Applique ça à la politique et tu comprends la charge du mot : dire « bifurquons », c’est dire que nous ne sommes pas dans une impasse — nous sommes à un croisement. La différence est énorme : d’une impasse on ne sort qu’en reculant ; à un croisement, on choisit.
Acte 1 : des sciences à la philosophie de l’écologie
Le mot migre des sciences vers la pensée écologique par la philosophie. Isabelle Stengers — qui avait coécrit La Nouvelle Alliance avec Prigogine — parle dès Au temps des catastrophes (2009) de l’intrusion brutale du climat dans l’histoire humaine et de la nécessité de changer de trajectoire. Bruno Latour (Où atterrir ?, 2017) formule la même idée : la trajectoire « moderniste » ne mène nulle part, il faut choisir un autre atterrissage. Dans les milieux universitaires et militants des années 2010, « bifurquer » devient le mot de ce changement de cap — plus précis que « transition », plus ouvert que « rupture ».

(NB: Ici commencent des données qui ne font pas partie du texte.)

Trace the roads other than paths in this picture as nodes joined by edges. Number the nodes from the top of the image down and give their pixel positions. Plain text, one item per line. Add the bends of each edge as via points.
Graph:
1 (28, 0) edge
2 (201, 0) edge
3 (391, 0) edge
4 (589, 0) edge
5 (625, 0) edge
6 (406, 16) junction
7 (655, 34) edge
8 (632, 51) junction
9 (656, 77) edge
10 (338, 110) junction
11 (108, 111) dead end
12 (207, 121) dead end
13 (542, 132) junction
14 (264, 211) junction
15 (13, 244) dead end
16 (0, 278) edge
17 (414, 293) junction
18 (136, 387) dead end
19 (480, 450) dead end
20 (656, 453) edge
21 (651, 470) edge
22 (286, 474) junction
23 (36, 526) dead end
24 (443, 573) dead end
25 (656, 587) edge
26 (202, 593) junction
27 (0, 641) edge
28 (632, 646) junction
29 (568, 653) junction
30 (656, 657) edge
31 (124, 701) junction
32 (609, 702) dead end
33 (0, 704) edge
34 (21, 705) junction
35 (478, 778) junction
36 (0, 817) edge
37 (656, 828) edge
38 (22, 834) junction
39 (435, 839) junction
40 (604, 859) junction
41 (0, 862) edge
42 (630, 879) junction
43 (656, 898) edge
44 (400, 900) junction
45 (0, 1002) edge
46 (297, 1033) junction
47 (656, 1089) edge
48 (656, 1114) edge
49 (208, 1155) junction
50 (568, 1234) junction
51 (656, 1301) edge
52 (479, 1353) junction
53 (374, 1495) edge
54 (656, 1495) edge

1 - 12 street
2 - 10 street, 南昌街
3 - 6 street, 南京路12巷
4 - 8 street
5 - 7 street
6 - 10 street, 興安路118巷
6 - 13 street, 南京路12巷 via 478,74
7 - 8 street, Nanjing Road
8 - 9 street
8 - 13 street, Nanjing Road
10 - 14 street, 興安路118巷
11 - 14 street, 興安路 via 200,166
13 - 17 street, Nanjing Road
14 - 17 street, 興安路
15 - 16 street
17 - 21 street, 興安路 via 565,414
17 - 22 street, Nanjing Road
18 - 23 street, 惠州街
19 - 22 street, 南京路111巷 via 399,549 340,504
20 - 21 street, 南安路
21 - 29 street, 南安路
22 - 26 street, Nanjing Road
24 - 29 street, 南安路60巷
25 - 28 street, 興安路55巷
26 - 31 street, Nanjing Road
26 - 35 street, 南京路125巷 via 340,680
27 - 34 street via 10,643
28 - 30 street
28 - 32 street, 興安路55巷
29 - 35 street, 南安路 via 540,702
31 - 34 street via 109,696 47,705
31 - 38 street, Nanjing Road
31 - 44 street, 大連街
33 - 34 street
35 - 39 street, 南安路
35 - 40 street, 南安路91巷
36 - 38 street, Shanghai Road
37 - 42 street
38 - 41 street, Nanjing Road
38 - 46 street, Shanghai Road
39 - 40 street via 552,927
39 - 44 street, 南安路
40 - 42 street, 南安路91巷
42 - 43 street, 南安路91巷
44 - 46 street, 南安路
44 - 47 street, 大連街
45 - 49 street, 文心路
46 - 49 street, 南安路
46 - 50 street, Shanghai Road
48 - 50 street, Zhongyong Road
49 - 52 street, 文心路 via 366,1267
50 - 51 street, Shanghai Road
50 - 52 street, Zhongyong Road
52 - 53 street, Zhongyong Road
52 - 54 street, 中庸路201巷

Acte 2 : la « bifurcation écologique », concept de programme
C’est le programme L’Avenir en Commun qui installe le mot dans le débat politique français : la « bifurcation écologique et sociale » y désigne le changement de modèle productif — sortie des énergies fossiles, règle verte, planification écologique. Le choix lexical est délibéré : ne pas dire « transition » (qui suggère que le marché fera le chemin tout seul, en douceur), dire « bifurcation » (qui affirme qu’il faut choisir un embranchement, et que c’est un acte politique). La campagne présidentielle de 2022 porte ce vocabulaire sur toutes les scènes — on raconte ce moment dans LFI 2017-2026.
Acte 3 : AgroParisTech, mai 2022 — le mot devient générationnel
Puis vient le moment de bascule culturelle. Le 30 avril 2022, à la remise des diplômes d’AgroParisTech — l’école d’ingénieurs agronomes la plus prestigieuse de France — huit jeunes diplômés montent sur scène et appellent leurs camarades à « déserter » les postes de l’agro-industrie : ne pas mettre leurs compétences au service d’un système qu’ils jugent destructeur, et bifurquer vers autre chose. Mise en ligne le 11 mai, la vidéo devient virale, vue des millions de fois, débattue partout. Le collectif se baptise lui-même « les ingénieurs qui bifurquent », et des prises de parole similaires essaiment dans d’autres grandes écoles.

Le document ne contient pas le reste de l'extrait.